One strength of this study is the use of validated and reliable outcome measures [8]. Moreover, it can be argued that when examining recovery after musculoskeletal injuries, the most accurate view of interest should be the patient´s own experience of recovery. Another strength is having participants from two large nationwide insurance companies since local administrative routines and legal interpretations could be possible confounders in a material from a one-company-setting only. The follow-up rate was also relatively high (81.9% at 2–4 years).

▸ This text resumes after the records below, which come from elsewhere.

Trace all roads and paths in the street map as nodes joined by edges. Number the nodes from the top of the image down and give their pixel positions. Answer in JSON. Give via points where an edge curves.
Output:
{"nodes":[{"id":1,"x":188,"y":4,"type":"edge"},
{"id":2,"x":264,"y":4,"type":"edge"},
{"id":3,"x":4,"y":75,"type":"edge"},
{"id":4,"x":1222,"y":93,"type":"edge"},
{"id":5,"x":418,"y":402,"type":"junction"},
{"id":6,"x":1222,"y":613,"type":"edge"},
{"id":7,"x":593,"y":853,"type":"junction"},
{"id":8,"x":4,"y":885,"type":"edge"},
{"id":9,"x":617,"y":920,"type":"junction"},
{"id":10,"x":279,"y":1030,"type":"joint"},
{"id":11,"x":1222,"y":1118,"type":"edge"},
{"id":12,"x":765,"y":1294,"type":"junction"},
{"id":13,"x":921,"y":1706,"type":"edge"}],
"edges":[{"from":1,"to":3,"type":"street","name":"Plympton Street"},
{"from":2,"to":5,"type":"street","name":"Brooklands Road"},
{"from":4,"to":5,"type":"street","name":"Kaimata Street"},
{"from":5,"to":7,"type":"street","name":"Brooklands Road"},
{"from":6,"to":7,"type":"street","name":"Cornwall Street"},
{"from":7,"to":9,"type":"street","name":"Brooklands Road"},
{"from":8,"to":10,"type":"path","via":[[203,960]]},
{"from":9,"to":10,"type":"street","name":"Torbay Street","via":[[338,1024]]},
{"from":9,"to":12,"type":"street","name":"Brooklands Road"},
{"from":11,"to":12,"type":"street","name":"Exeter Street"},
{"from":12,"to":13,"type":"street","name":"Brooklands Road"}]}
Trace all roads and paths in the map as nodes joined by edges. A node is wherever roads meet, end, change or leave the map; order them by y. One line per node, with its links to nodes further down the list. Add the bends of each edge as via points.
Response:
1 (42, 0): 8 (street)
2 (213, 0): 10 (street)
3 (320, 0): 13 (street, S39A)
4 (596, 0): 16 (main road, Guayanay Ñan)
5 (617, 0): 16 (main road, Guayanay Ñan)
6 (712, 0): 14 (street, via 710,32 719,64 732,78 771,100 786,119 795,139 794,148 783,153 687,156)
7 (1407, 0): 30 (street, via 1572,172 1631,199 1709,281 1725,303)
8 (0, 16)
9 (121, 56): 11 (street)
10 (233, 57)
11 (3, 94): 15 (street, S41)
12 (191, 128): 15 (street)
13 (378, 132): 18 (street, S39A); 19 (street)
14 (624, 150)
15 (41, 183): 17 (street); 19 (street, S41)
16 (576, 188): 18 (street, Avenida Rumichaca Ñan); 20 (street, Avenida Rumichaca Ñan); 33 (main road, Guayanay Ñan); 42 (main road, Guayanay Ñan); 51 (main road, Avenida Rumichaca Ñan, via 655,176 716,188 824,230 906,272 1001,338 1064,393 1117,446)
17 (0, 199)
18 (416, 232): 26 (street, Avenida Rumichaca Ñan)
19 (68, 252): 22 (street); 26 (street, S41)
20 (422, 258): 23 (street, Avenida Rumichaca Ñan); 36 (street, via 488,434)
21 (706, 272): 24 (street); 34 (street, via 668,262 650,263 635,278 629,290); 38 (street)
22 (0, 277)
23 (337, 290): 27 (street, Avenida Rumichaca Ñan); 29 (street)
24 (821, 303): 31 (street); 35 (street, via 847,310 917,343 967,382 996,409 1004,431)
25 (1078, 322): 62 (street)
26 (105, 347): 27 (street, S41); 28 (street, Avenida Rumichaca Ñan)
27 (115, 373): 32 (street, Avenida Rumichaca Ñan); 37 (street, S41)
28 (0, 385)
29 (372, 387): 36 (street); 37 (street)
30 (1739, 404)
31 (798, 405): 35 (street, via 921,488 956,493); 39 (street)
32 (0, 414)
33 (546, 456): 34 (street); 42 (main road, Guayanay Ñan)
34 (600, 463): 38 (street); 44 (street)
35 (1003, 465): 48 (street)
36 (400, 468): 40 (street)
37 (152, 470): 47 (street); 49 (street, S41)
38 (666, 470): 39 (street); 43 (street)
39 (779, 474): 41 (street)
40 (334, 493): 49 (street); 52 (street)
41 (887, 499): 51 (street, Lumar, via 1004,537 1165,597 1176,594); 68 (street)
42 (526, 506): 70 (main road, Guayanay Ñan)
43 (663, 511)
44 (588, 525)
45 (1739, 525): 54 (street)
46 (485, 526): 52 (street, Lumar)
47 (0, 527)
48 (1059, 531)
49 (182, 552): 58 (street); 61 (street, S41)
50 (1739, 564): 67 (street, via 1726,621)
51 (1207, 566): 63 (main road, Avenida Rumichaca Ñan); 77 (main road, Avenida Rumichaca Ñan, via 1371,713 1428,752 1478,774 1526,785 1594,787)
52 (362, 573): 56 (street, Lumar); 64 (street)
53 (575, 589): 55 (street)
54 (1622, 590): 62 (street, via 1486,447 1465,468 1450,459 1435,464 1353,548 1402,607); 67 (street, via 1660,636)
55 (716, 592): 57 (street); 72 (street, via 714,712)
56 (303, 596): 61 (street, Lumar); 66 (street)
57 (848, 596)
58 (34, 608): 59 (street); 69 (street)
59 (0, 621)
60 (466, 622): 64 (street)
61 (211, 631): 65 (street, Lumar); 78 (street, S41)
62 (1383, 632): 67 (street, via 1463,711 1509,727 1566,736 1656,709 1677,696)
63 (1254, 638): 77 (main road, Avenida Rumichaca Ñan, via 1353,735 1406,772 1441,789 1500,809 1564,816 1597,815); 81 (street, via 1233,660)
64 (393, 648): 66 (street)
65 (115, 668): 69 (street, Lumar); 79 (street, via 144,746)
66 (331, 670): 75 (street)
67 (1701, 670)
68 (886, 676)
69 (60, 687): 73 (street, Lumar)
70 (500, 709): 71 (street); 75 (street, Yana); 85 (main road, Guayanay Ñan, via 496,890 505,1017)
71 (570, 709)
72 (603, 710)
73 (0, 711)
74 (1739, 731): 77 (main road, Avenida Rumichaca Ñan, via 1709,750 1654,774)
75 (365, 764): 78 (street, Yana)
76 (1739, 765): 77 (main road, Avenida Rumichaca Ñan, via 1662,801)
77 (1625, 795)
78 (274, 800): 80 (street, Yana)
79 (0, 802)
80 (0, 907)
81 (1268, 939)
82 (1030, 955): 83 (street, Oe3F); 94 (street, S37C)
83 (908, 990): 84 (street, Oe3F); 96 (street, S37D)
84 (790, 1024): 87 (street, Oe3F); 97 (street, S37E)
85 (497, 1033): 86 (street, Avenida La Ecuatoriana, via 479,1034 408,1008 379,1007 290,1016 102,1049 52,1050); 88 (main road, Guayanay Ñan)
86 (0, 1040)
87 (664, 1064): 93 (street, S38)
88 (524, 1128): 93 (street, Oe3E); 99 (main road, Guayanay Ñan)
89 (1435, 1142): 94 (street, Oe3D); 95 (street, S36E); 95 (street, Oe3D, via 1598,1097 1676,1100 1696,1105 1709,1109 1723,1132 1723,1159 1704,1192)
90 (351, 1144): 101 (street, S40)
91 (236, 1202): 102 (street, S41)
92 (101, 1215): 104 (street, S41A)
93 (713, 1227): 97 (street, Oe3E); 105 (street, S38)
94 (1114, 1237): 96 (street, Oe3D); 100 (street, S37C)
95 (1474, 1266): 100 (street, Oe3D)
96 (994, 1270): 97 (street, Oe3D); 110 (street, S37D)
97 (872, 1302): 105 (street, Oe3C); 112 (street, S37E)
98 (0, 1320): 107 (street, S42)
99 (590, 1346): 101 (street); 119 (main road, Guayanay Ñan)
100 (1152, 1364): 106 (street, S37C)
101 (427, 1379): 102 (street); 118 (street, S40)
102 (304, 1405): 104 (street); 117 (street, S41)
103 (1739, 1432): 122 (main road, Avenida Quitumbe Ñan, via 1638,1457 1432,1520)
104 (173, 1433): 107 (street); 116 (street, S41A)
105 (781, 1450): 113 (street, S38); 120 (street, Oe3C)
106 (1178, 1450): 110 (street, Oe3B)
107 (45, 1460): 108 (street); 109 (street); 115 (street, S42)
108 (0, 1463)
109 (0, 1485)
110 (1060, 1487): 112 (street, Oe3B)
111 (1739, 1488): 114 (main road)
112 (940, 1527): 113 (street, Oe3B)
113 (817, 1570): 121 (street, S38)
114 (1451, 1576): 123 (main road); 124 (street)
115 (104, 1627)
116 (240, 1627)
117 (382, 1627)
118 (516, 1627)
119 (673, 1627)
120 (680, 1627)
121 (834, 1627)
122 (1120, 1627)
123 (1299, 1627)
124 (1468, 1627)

This study has also some limitations. The material is relatively small which, consequently, makes the confidence intervals wide and increases the risk of type II errors (i.e. differences in the population between the groups were not detected in the analysis). Another limitation is the absence of reports of time to claim closure since 2–4 years is a wide time span for follow-up and reflects the slow rate of inclusion. This may have influenced the outcome. Furthermore, the risk of recall bias cannot be ignored. The probability of a higher rate of case closure than 73% after 2–4 years must be considered great and may reflect the long-time span since the case was open. Also, recall of having received financial compensation several years ago must be considered imperfect. It can only be speculated as to whether those who were compensated but did not realize or recall it consider themselves compensated or not.

The lack of randomization between the compensated and non-compensated groups leads systematically to a selection bias and makes the causal relationship even more difficult to predict. Finally, the participants followed up at 2–4 years were not identical to the ones followed up at 6 months. Willingness to participate in one follow-up, but not the other, may reflect their satisfaction with the outcome.

Conclusion

The non-recovery rate reported by the patient after 2–4 years was 55.9% in our study and was based on WAD cases reported to an insurance company. These data emphasize the poor recovery rate after whiplash trauma and indicate an even higher non-recovery rate than in a medical setting. The patients receiving financial compensation had a higher non-recovery rate than the ones not receiving compensation. Our analysis showed that the latter group did not report a higher level of self-reported pain, which may indicate that financial compensation is a stand-alone risk factor for non-recovery and strengthens the compensation hypothesis.

There was an overrepresentation of patients with an elevated level of mental distress at the time of the accident that may have influenced their compensation-seeking behavior.